* ABOUT THIS EXERCISE
Among the entries that follow, find the lines holding "переулок" and say how many there are, with no other words.

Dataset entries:
[Start of section]
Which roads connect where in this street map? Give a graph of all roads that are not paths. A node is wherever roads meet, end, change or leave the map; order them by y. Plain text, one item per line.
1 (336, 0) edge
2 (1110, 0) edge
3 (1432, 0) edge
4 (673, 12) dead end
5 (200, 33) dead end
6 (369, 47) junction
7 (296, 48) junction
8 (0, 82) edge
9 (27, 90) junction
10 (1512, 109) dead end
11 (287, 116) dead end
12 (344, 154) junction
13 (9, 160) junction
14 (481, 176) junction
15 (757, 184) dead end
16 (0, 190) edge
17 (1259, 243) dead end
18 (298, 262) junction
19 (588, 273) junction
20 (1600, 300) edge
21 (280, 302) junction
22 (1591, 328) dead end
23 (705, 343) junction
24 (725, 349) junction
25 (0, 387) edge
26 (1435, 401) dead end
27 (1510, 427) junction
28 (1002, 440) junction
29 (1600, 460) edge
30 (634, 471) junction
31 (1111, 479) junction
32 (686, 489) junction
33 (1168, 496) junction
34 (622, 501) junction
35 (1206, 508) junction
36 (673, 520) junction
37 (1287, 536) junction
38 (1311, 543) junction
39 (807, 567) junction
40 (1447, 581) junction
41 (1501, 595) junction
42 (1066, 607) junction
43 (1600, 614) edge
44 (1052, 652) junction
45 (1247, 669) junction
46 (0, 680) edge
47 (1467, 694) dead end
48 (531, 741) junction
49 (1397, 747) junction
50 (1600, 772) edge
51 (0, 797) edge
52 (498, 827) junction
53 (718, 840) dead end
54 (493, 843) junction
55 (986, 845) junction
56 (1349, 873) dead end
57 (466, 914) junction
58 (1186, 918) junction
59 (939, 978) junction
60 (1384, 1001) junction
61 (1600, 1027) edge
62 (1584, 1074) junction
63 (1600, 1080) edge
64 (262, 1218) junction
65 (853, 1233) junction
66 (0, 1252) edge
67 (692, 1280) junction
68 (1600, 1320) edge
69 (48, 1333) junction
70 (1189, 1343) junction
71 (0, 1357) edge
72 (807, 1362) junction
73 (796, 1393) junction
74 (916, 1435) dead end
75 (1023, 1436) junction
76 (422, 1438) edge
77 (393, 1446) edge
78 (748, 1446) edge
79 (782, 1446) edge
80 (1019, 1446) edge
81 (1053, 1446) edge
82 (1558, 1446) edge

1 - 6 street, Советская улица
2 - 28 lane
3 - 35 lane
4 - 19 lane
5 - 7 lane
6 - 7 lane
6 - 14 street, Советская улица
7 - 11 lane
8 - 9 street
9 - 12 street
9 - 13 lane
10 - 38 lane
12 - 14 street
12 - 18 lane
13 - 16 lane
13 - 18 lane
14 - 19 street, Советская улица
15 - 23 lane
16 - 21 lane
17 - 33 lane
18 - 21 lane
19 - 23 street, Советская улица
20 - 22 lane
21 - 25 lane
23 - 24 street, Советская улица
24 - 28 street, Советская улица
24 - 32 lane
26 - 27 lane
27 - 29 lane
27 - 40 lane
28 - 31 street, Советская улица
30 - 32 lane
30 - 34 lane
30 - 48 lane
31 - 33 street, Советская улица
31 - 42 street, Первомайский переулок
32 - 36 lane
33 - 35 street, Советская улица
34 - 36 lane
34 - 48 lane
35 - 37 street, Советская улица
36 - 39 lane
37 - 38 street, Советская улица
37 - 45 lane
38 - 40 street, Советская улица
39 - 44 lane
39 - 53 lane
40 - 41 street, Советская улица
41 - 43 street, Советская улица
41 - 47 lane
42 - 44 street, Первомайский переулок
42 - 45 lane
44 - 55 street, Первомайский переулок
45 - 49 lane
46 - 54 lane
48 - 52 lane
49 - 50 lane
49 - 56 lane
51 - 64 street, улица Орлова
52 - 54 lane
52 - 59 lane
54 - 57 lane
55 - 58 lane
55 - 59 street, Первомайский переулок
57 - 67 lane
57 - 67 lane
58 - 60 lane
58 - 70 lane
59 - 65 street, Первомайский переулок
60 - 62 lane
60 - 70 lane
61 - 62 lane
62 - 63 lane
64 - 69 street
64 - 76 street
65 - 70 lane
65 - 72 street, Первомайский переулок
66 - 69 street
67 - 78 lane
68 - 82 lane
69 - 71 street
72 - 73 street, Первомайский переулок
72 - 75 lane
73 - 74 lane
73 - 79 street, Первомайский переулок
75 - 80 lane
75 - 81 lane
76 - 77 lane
[End of section]
* ANSWER FOR THE TASK
8